25–29 The charge to husbands to love their wives is also well reflected in the better conventions of the day, but Paul gives it radical new content through the Christ-church analogy. Christ gave himself for the church in love, and lovingly perfects the church (washing her clean with the word) for the day he will be more fully united with her. (The reference in v 26 is not to baptism.) Paul does not think the analogy carries through in every detail but as Christ sees the church as now having become his own body, by commitment to marriage union, and does everything lovingly and for her good, so should the husband for his wife (28). He should recognize that in loving her he is loving himself; for she is joined with him as one flesh (28–29; cf. 31).

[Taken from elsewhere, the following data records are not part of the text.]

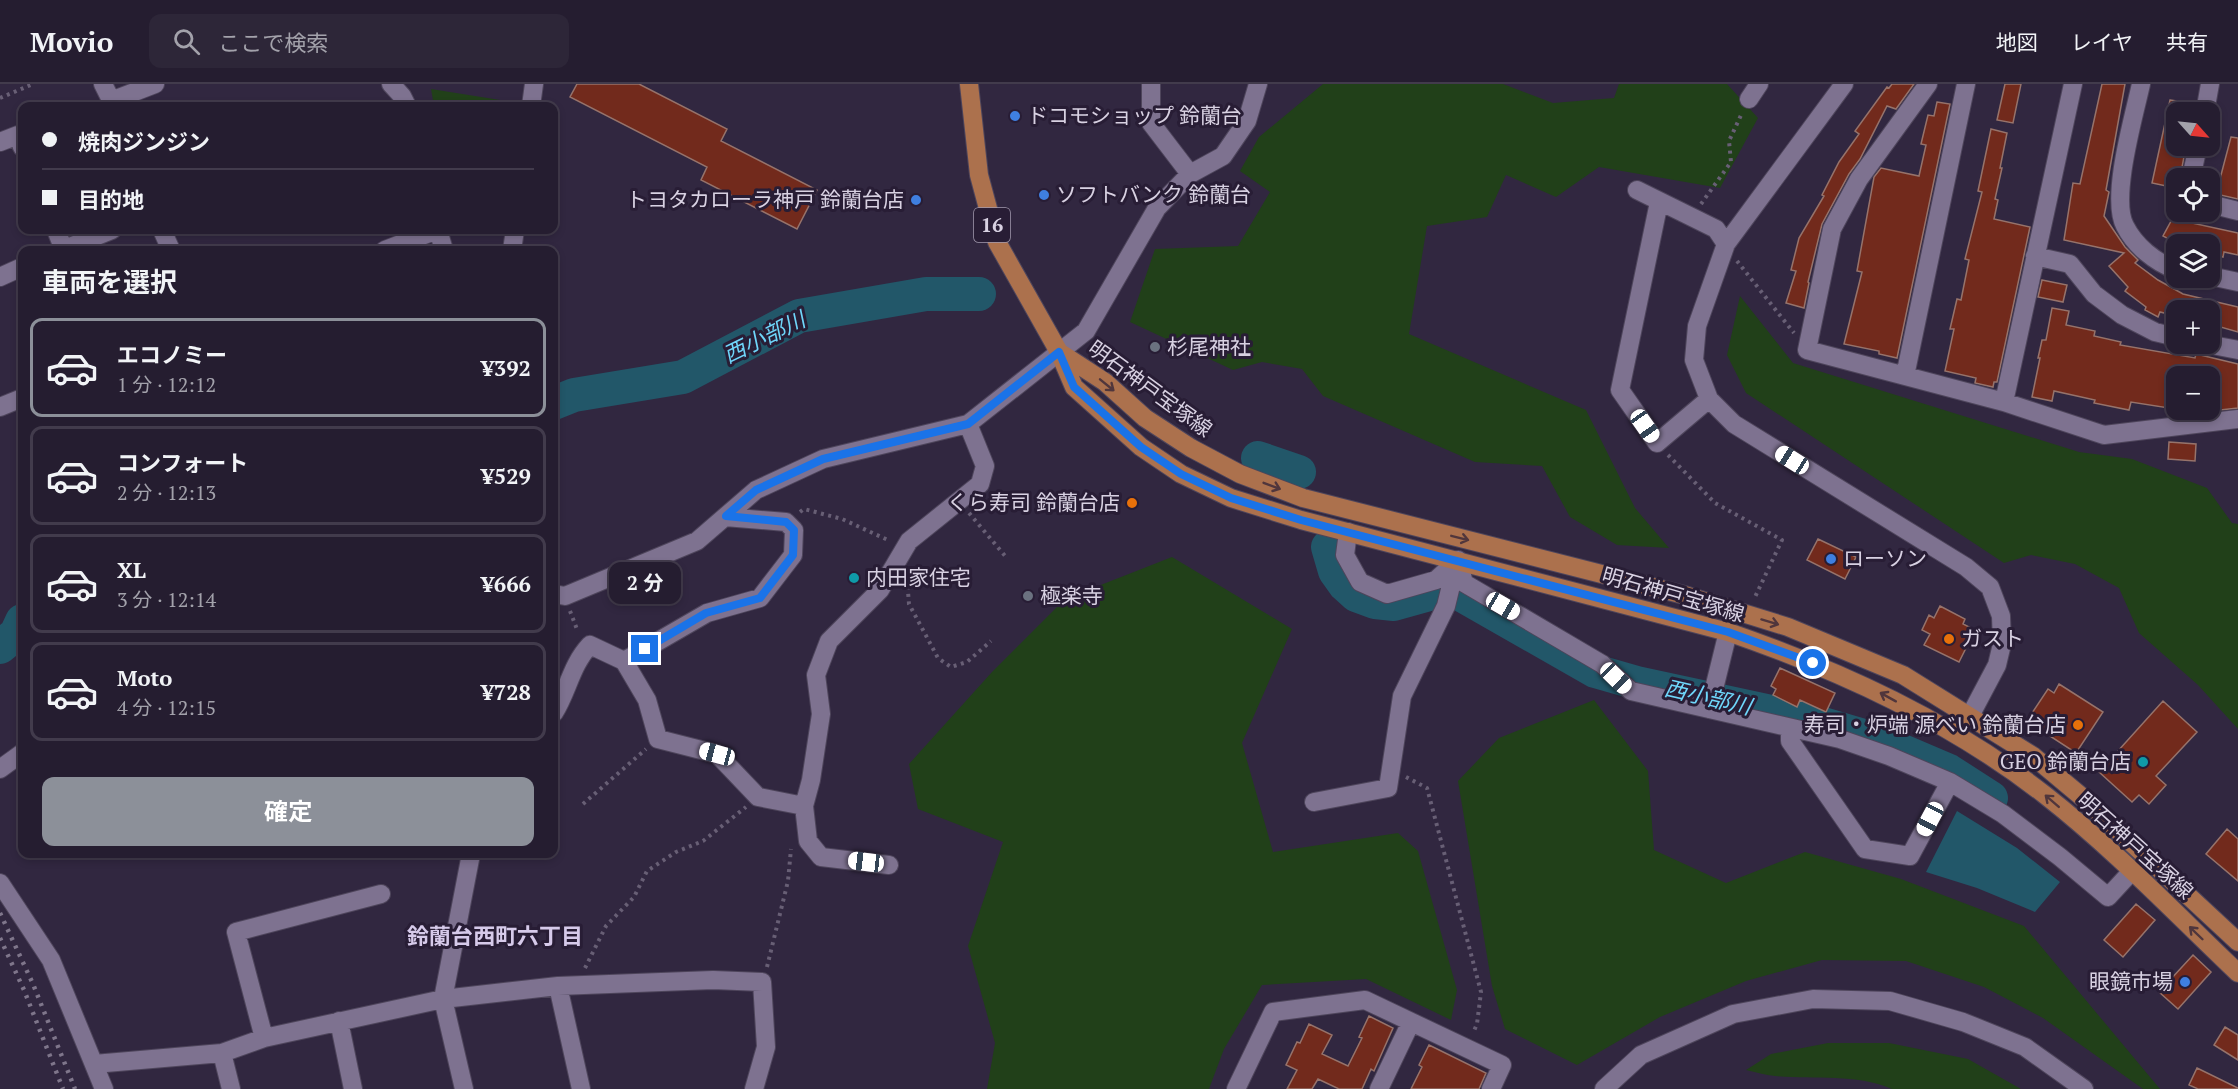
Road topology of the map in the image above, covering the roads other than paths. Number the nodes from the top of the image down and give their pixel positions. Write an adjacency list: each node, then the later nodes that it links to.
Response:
1 (103, 84): 14 (street)
2 (155, 84): 15 (street)
3 (391, 84): 16 (street)
4 (534, 84): 17 (street)
5 (969, 84): 40 (main road, 明石神戸宝塚線 / 16)
6 (1150, 84): 21 (street)
7 (1258, 84): 21 (street)
8 (1843, 84): 28 (street)
9 (1928, 84): 41 (street)
10 (1966, 84): 41 (street)
11 (2073, 84): 31 (street)
12 (2141, 84): 32 (street)
13 (2210, 84): 18 (street)
14 (111, 102)
15 (116, 102)
16 (405, 102)
17 (532, 102)
18 (2207, 102)
19 (18, 135): 20 (street)
20 (0, 142)
21 (1191, 174): 40 (street)
22 (1637, 190): 23 (street)
23 (1659, 201): 28 (street); 42 (street)
24 (2220, 206): 25 (street)
25 (2238, 211)
26 (102, 234): 29 (street)
27 (427, 234): 30 (street)
28 (1726, 244): 42 (street)
29 (73, 246)
30 (395, 246)
31 (2036, 256): 37 (street); 44 (street)
32 (2166, 264)
33 (18, 269): 34 (street)
34 (0, 277)
35 (2220, 278): 36 (street)
36 (2238, 282)
37 (2166, 335)
38 (2220, 347): 39 (street)
39 (2238, 350)
40 (1059, 352): 47 (street); 49 (main road, 明石神戸宝塚線 / 16); 56 (main road, 明石神戸宝塚線 / 16, one-way to 56)
41 (1905, 376): 44 (street)
42 (1709, 399): 56 (street)
43 (18, 400): 45 (street)
44 (2004, 402): 46 (street)
45 (0, 407)
46 (2238, 419)
47 (968, 424): 48 (street); 62 (street)
48 (726, 516): 51 (street); 53 (street)
49 (1348, 532): 50 (main road, 明石神戸宝塚線 / 16); 50 (street)
50 (1458, 560): 52 (main road, 明石神戸宝塚線 / 16); 55 (street); 61 (street)
51 (559, 595)
52 (1728, 632): 55 (street); 65 (main road, 明石神戸宝塚線 / 16, one-way to 52)
53 (624, 661): 54 (street); 62 (street)
54 (558, 706)
55 (1709, 709): 57 (street)
56 (1970, 716): 68 (main road, 明石神戸宝塚線 / 16)
57 (1790, 728): 60 (street); 60 (street)
58 (18, 756): 59 (street)
59 (0, 769)
60 (1950, 782): 65 (street)
61 (1314, 801)
62 (804, 806): 64 (street)
63 (470, 858): 71 (street)
64 (889, 865)
65 (2132, 871): 69 (main road, 明石神戸宝塚線 / 16, one-way to 65)
66 (0, 883): 76 (street)
67 (381, 894): 74 (street)
68 (2238, 942)
69 (2238, 973)
70 (567, 986): 71 (street); 81 (street); 82 (street)
71 (443, 999): 72 (street); 80 (street)
72 (339, 1021): 74 (street); 79 (street)
73 (1411, 1022): 83 (street); 84 (street); 85 (street)
74 (264, 1038): 75 (street)
75 (222, 1053): 76 (street); 78 (street)
76 (94, 1064): 77 (street)
77 (104, 1089)
78 (231, 1089)
79 (353, 1089)
80 (464, 1089)
81 (581, 1089)
82 (754, 1089)
83 (1236, 1089)
84 (1379, 1089)
85 (1491, 1089)
86 (1604, 1089): 87 (street)
87 (2084, 1089)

30–33 Paul was perfectly aware of the literal meaning of Gn. 2:24, but he saw the mystery of cosmic unity in Christ, and especially the union between Christ and his body, as in a sense prefigured in the marriage bond. For him there is a typological relationship between creation in unity with God and redemption into unity with God. That original unity was nowhere better focused than in Adam’s prefall union with Eve, and Paul holds that Christ’s union with the church is its redemptive counterpart. The parallel was not accidental: as Lincoln observes, ‘Christ had already been seen in Adamic terms in Eph. 1:22 …, and so a text that refers to Adam’s bodily union can now be claimed for Christ’s union with the Church’ (Lincoln, p. 382). But if Paul sees marriage as an illustration of the new-creation union, it must be noted that he also interprets marriage in the light of that Christ-church union—and thereby transforms the concept of the marriage relationship, and gives the world the highest ideal of marriage it knows.

Max Turner, “Ephesians,” in New Bible Commentary: 21st Century Edition, ed. D. A. Carson et al., 4th ed. (Leicester, England; Downers Grove, IL: Inter-Varsity Press, 1994), 1242.